Local recurrence of large squamous-cell carcinoma of the esophagus after endoscopic resection

2008 
Background A new technique, endoscopic submucosal dissection (ESD), which uses specially developed endoscopic knives, was recently developed for en bloc resection of large lesions. Despite increasing indications for endoscopic resection (ER), there are limited data available regarding the outcome of ER for lesions 20 mm or more in diameter. Objective To investigate the risk factors for local recurrence. Design Retrospective cohort study. Setting A cancer-referral center. Patients Seventy patients, who presented between September 1994 and April 2006, with a total of 78 lesions that measured 20 mm or more in diameter. Main Outcome Measurement Local recurrence rate after ER was assessed. Results At a median follow-up of 32 months (range 12-121 months), there were 12 local recurrences (15.4%).

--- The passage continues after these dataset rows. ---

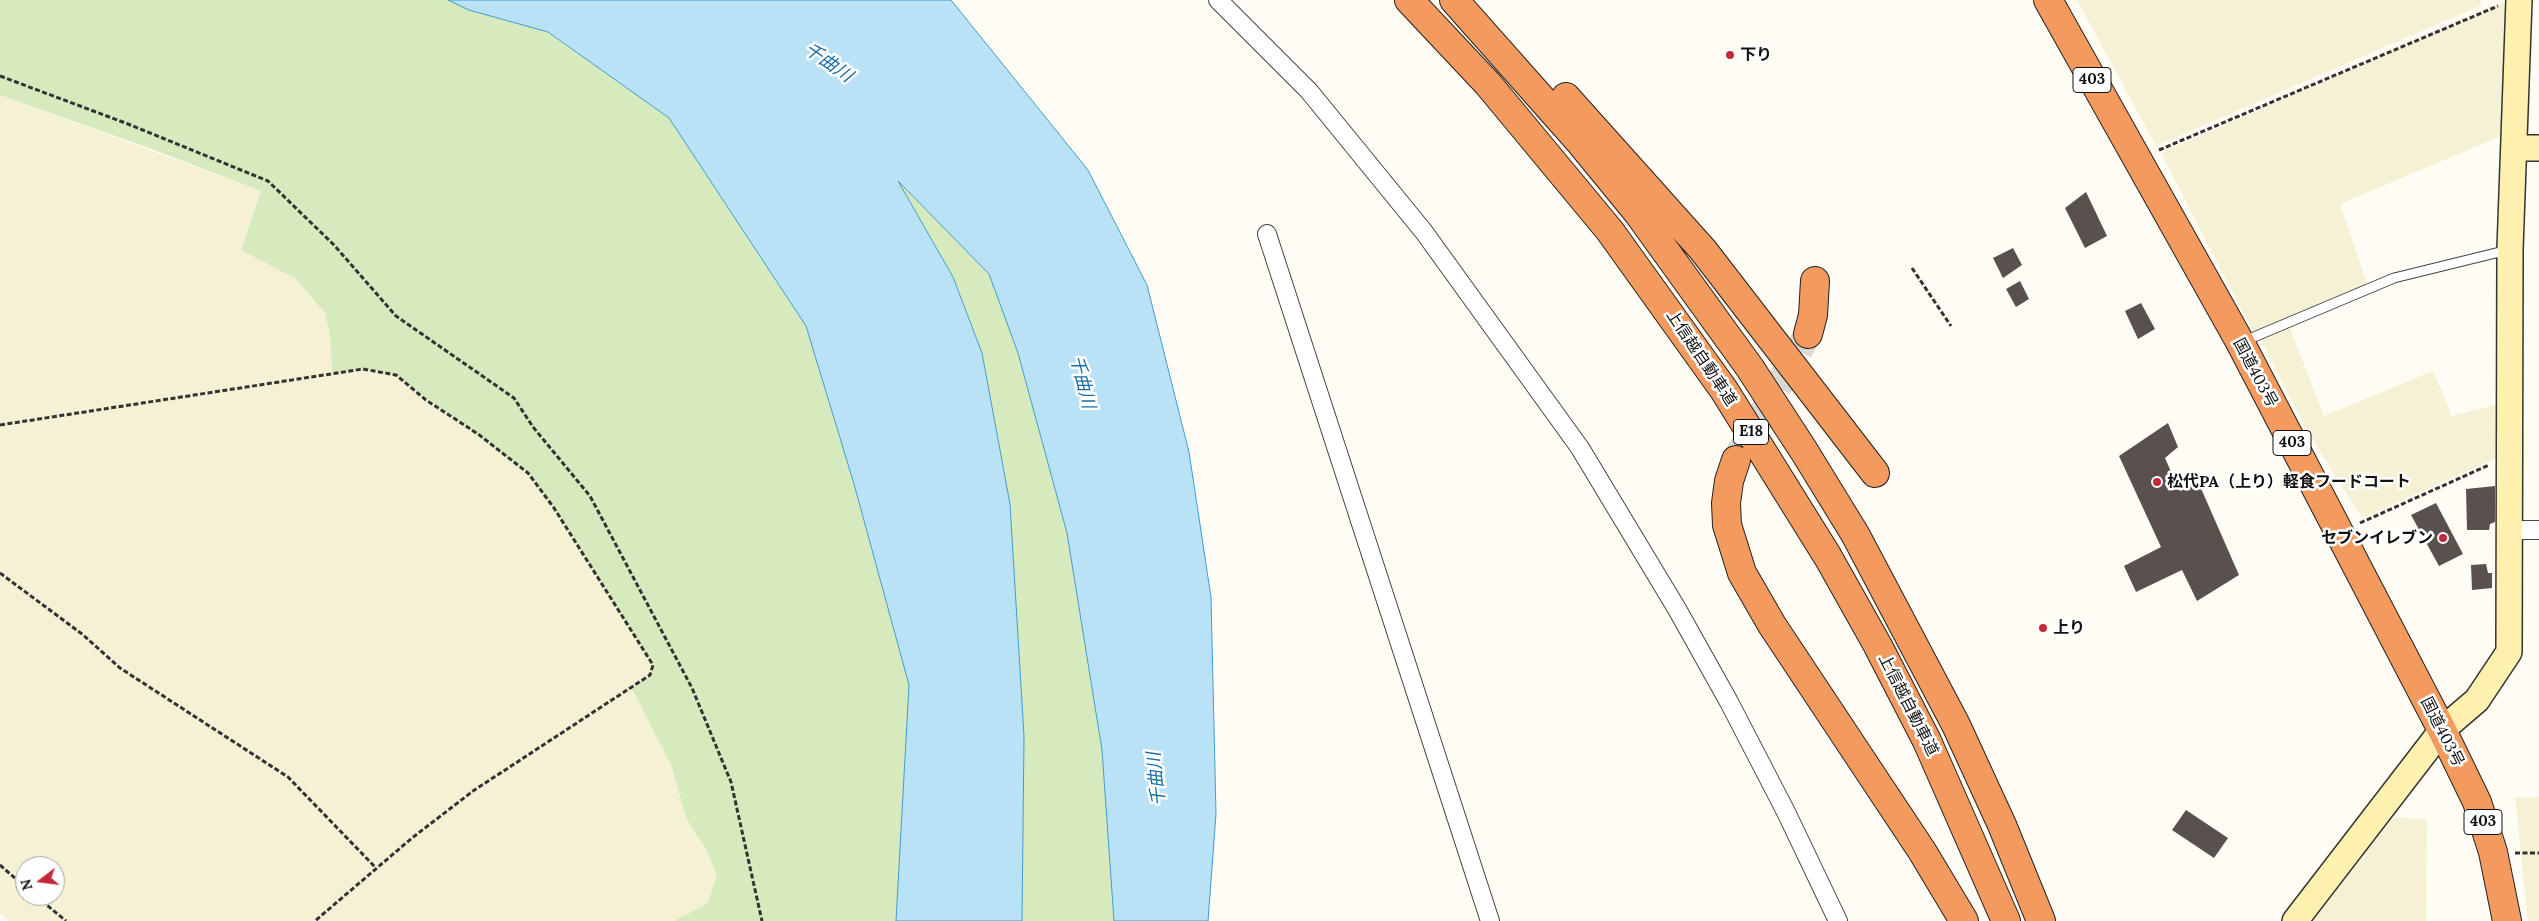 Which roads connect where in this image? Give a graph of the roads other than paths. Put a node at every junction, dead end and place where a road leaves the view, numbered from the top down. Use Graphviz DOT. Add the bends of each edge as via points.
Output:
graph roads {
  1 [pos="1218,0"];
  2 [pos="1409,0"];
  3 [pos="1454,0"];
  4 [pos="1470,0"];
  5 [pos="2048,0"];
  6 [pos="2510,2"];
  7 [pos="2527,148"];
  8 [pos="1267,234"];
  9 [pos="2510,249"];
  10 [pos="1815,281"];
  11 [pos="1808,334"];
  12 [pos="2240,342"];
  13 [pos="1736,460"];
  14 [pos="1874,473"];
  15 [pos="2509,530"];
  16 [pos="2539,530"];
  17 [pos="2442,730"];
  18 [pos="1490,921"];
  19 [pos="1838,921"];
  20 [pos="1964,921"];
  21 [pos="2006,921"];
  22 [pos="2041,921"];
  23 [pos="2295,921"];
  24 [pos="2507,921"];
  1 -- 19 [label="street" via="1309,91 1424,232 1580,448 1724,693"];
  2 -- 21 [label="highway, 上信越自動車道 / E18" via="1488,84 1610,231 1756,440 1828,557 1927,741"];
  3 -- 22 [label="highway, 上信越自動車道 / E18" via="1542,97 1638,213 1700,297 1804,451 1860,543 1956,725"];
  4 -- 14 [label="highway" via="1630,166 1702,250"];
  5 -- 12 [label="highway, 国道403号 / 403"];
  6 -- 7 [label="street"];
  7 -- 9 [label="street"];
  8 -- 18 [label="street"];
  9 -- 12 [label="lane" via="2394,278"];
  9 -- 15 [label="street"];
  10 -- 11 [label="highway"];
  12 -- 17 [label="highway, 国道403号 / 403"];
  13 -- 20 [label="highway" via="1728,481 1727,525 1742,573 1772,625 1922,851"];
  15 -- 16 [label="street"];
  15 -- 17 [label="street" via="2509,652 2477,700"];
  17 -- 23 [label="street"];
  17 -- 24 [label="highway, 国道403号 / 403" via="2477,802 2493,852"];
}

There was no significant association between local recurrence and multiple iodine-voiding lesions, tumor size, or tumor location. The number of resections and the resection method, however, were significantly associated with local recurrence. There was no recurrence of lesions treated by en bloc resection. Lesions resected in 5 or more pieces had a significantly higher recurrence rate than lesions resected in 2 to 4 pieces. Lesions treated by EMR had a significantly higher recurrence rate than lesions treated by ESD. Limitations Single-center retrospective analysis. Conclusions Esophageal squamous-cell carcinoma that measured 20 mm or more in diameter should be resected en bloc by ESD. Lesions treated by resection in 5 or more pieces have a higher risk for local recurrence.